Humankind has not yet invented a perfect way to generate electricity. Coal was king for more than 70 years, but mining it scars the earth, burning it releases toxic chemicals into the atmosphere along with carbon dioxide that is overheating planet Earth.
Hydraulically fractured horizontal wells made the U.S. the top producer of oil and natural gas in the world in 2018, but fracking – now outlawed in New York State – can have adverse effects on air and water quality.
Renewable energy sources – primarily solar and wind – represent the next frontier in power generation. Gov. Andrew M. Cuomo and the State Legislature established in 2019, through state law, a target of 70% of the state’s electricity must come from renewable sources by 2030. To make that possible, the governor signed a law in April to expedite the approval of large-scale wind and solar projects.
The law removes influence that local governments and citizens have on whether those projects win approval, replacing siting boards – which included residents – with a new office to rule on such projects.
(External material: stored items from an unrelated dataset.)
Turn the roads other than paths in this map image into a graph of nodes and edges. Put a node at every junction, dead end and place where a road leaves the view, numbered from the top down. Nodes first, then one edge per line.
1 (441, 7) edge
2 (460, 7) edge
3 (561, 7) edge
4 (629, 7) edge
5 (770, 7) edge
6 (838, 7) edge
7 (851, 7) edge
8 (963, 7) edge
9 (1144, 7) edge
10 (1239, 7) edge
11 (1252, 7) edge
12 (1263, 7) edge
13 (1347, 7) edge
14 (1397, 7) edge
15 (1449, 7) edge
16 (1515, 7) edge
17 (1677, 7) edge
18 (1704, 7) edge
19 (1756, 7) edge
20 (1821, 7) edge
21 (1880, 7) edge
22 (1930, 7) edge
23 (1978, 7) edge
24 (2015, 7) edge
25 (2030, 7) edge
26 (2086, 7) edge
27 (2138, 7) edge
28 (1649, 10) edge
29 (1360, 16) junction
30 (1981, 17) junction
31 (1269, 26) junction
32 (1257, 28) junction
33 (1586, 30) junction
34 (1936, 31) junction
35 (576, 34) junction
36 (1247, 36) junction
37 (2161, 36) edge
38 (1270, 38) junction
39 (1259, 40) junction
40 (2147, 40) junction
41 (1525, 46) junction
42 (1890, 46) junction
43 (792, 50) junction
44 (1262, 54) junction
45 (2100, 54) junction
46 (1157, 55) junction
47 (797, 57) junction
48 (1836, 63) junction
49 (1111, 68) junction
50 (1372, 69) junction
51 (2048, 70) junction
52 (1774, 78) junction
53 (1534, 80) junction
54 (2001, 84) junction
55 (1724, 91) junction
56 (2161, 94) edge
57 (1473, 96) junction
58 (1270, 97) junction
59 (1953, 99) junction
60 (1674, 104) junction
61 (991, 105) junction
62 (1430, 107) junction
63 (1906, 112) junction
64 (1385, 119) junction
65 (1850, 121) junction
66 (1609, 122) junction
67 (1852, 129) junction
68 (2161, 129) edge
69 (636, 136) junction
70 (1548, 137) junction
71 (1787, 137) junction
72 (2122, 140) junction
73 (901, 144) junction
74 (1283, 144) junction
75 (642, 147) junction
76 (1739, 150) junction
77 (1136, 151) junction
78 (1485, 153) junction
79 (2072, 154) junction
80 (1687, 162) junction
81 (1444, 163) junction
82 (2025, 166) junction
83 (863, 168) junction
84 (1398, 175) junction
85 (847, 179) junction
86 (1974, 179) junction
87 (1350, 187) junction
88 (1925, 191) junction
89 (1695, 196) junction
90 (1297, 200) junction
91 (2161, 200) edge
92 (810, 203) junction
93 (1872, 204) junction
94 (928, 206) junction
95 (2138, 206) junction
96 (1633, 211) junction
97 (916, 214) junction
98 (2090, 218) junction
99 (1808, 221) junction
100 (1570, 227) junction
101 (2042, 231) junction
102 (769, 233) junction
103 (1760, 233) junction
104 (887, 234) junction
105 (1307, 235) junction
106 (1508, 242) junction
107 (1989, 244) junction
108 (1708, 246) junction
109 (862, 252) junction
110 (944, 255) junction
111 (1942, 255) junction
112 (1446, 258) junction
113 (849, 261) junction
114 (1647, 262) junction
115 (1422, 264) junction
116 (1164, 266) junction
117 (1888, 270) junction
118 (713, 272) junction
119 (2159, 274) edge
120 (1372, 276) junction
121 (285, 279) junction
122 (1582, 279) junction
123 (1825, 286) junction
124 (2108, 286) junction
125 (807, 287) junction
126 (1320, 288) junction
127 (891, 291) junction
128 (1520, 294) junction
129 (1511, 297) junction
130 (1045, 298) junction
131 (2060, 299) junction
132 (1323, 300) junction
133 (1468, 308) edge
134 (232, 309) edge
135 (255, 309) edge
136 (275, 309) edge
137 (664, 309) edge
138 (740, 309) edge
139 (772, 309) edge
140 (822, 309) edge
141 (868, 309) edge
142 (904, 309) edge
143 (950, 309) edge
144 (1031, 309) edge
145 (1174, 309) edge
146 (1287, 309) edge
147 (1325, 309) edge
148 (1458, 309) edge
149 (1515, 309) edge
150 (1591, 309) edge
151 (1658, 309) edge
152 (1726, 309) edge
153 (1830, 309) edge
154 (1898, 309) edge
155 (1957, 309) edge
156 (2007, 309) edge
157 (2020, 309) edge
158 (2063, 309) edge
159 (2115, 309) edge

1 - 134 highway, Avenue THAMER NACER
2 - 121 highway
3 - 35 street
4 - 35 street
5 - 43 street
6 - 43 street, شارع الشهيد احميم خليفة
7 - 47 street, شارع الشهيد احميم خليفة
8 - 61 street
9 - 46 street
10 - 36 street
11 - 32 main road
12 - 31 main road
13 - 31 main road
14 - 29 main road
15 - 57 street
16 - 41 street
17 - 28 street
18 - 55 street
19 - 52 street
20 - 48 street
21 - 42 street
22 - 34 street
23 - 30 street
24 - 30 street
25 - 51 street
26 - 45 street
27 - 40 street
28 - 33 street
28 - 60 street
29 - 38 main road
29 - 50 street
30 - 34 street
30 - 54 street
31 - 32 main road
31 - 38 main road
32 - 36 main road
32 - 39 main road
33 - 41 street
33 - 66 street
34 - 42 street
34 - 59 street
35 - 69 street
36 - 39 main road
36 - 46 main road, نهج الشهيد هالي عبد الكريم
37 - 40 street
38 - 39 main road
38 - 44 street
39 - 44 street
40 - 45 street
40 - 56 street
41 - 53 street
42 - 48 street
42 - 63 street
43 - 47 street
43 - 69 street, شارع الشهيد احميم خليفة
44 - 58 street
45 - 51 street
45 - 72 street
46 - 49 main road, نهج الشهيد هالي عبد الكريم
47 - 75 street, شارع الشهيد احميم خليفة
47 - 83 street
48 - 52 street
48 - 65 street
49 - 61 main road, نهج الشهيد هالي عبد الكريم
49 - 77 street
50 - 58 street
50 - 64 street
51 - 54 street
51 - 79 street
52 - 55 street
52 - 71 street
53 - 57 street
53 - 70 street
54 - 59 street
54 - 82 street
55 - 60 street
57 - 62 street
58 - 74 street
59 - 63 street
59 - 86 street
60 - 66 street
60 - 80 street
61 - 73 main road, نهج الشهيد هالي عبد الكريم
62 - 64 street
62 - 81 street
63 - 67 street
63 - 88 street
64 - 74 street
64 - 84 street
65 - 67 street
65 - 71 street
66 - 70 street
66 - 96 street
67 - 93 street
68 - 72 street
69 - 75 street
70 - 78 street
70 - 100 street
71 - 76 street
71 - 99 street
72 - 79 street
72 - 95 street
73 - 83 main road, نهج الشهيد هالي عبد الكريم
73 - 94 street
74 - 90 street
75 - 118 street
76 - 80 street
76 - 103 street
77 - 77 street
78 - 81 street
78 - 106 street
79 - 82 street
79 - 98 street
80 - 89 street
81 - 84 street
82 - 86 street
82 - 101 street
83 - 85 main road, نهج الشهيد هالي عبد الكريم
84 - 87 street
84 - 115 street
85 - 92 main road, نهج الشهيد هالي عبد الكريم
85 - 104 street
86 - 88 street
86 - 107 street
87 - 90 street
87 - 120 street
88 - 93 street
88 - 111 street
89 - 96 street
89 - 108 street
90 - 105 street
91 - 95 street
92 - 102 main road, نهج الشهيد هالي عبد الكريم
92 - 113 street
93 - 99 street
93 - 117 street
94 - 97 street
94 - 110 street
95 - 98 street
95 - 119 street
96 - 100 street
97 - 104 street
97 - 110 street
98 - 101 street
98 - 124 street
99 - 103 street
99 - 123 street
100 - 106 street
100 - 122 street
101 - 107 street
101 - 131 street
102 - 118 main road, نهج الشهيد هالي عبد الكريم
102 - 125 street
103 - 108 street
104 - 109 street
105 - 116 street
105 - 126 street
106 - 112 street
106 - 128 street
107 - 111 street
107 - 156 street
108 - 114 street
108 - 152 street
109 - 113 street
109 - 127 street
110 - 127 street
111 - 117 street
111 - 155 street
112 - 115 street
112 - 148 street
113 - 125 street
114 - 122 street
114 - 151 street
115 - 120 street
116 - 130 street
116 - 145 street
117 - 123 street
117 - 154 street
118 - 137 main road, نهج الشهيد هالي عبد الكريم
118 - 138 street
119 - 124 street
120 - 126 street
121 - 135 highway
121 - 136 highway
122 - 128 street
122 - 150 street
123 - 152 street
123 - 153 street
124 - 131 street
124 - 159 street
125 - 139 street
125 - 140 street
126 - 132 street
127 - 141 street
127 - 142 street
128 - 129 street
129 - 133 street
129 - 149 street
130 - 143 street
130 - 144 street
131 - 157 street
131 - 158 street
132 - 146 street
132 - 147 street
Renewable energy sources are imperfect, too. Wind turbines don’t generate power when the wind doesn’t blow and the sun doesn’t always shine on solar panels. But as the technology becomes more sophisticated, including the development of batteries to store power, wind and sun energy will play a greater role in New York’s power grid.
According to the U.S. Energy Information Administration, U.S. renewable power will provide more electricity in 2020 than coal power, which is a first.
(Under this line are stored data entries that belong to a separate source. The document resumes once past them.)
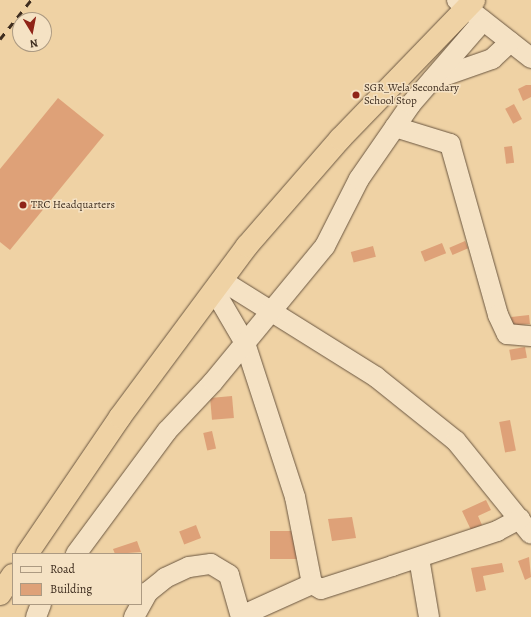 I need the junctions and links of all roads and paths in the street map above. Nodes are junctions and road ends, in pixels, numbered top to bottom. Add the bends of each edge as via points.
1 (466, 2) edge
2 (483, 22) junction
3 (510, 42) junction
4 (531, 58) edge
5 (432, 80) junction
6 (395, 127) junction
7 (217, 285) junction
8 (271, 312) junction
9 (531, 336) edge
10 (245, 344) junction
11 (525, 527) edge
12 (28, 553) edge
13 (77, 553) edge
14 (419, 558) junction
15 (12, 576) edge
16 (312, 584) junction
17 (0, 594) edge
18 (142, 603) edge
19 (41, 605) edge
20 (141, 605) edge
21 (36, 617) edge
22 (134, 617) edge
23 (241, 617) edge
24 (429, 617) edge

1 - 2 street
1 - 7 highway via 340,139
2 - 3 street
2 - 5 street
3 - 4 street
3 - 5 street via 492,59
5 - 6 street
6 - 8 street via 359,178 325,246
6 - 9 street via 450,144 498,315 507,334
7 - 8 street
7 - 10 street
7 - 12 highway via 120,417
8 - 10 street
8 - 11 street via 376,377 456,441
10 - 13 street via 167,431
10 - 16 street via 295,497
11 - 14 street via 497,531
14 - 16 street via 321,588
14 - 24 street
15 - 17 highway
16 - 23 street
18 - 23 street via 148,592 165,578 189,567 211,564 229,575
19 - 21 street
20 - 22 street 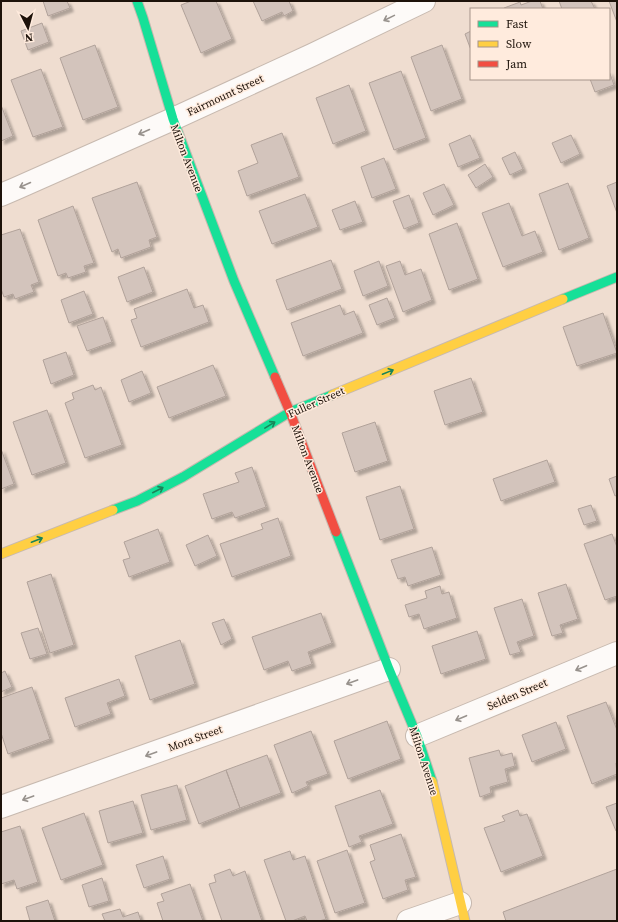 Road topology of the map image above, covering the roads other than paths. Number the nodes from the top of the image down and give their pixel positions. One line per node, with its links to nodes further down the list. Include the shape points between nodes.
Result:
1 (137, 1): 3 (street, Milton Avenue)
2 (424, 1): 3 (street, Fairmount Street, one-way to 3)
3 (173, 119): 4 (street, Fairmount Street, one-way to 4); 6 (street, Milton Avenue, via 234,281)
4 (1, 194)
5 (617, 277): 6 (street, Fuller Street, one-way to 5)
6 (290, 412): 7 (street, Fuller Street, one-way to 6, via 137,501 183,477); 9 (street, Milton Avenue)
7 (1, 554)
8 (617, 653): 10 (street, Selden Street, one-way to 10)
9 (389, 669): 10 (street, Milton Avenue); 11 (street, Mora Street, one-way to 11)
10 (416, 736): 12 (street, Milton Avenue, via 433,784)
11 (1, 807)
12 (462, 912): 13 (street)
13 (408, 921)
The new law that created the state Office of Renewable Energy Siting has enraged the activists who organize campaigns trying to stop large solar farms or wind parks from coming to their towns. Those groups have been effective in delaying or defeating these projects. Local voices deserve a say in the affairs of their town, but when they shut down the possibility of any attempt to bring renewable energy projects – and the jobs they will create – to upstate, that will keep New York mired in the ways of the past. Clinging to the status quo is not going to allow our state to meet the challenge of creating a low-carbon energy future.
The extreme weather that has battered parts of the United States in the past month shows the urgency of slowing down climate change.
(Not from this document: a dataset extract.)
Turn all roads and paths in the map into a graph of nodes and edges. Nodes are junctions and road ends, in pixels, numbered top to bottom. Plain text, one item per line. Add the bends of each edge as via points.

California, between its heat waves and wildfires, has become an environmental Rorschach test, where energy observers see what they want to see. When the state had rolling blackouts in August to handle the stress on its power grid caused by extreme heat, critics said the power deficit was caused by the state’s relying for 20% to 30% of its electricity on wind and solar power, which work intermittently. Solar power decreases after the sun goes down, while winds typically are strongest at night.
The California Independent System Operator, the organization that manages the state’s electrical grid, told National Geographic that the blackouts were not caused by a shortfall of wind or solar, but by a lack of generation capacity overall.
As described in a Buffalo News story this month, wind energy companies are developing new proposals to put wind turbines in Lakes Erie or Ontario. Chris Wissemann, the chief executive of California-based Diamond Offshore Wind Development, said his company is ready to make a proposal as soon as Albany opens the bidding process.
Both friends and foes of wind energy say they have facts and science on their side.
Do wind turbines kill birds that fly into them? They undoubtedly do, but so do skyscrapers, cats and other predators. And there are mitigation strategies worth trying. A study by the Norwegian Institute for Nature Research found that painting a single wind turbine blade black could reduce bird fatalities by 72%.
Sportsmen in Lake Erie are worried about wind turbines spoiling the lake for fishing. However, an outdoors writer for the Providence Journal, Dave Monti, testified before the Bureau of Ocean Energy Management that the Block Island Wind Farm, off Rhode Island, has been a positive force for recreational fishing in the region, turning the area into a popular destination for anglers. Freshwater and lake fishing are not the same, but the Rhode Island example shows that gloom-and-doom assumptions about putting a wind farm in Lake Erie may not be warranted.
The burning of fossil fuels and the resulting pollutants pose a threat to the earth’s future. Renewable energy has to be part of the climate solution. The need for change is urgent. Local “not in my backyard” activists can’t be allowed to keep New York mired in fossil fuels.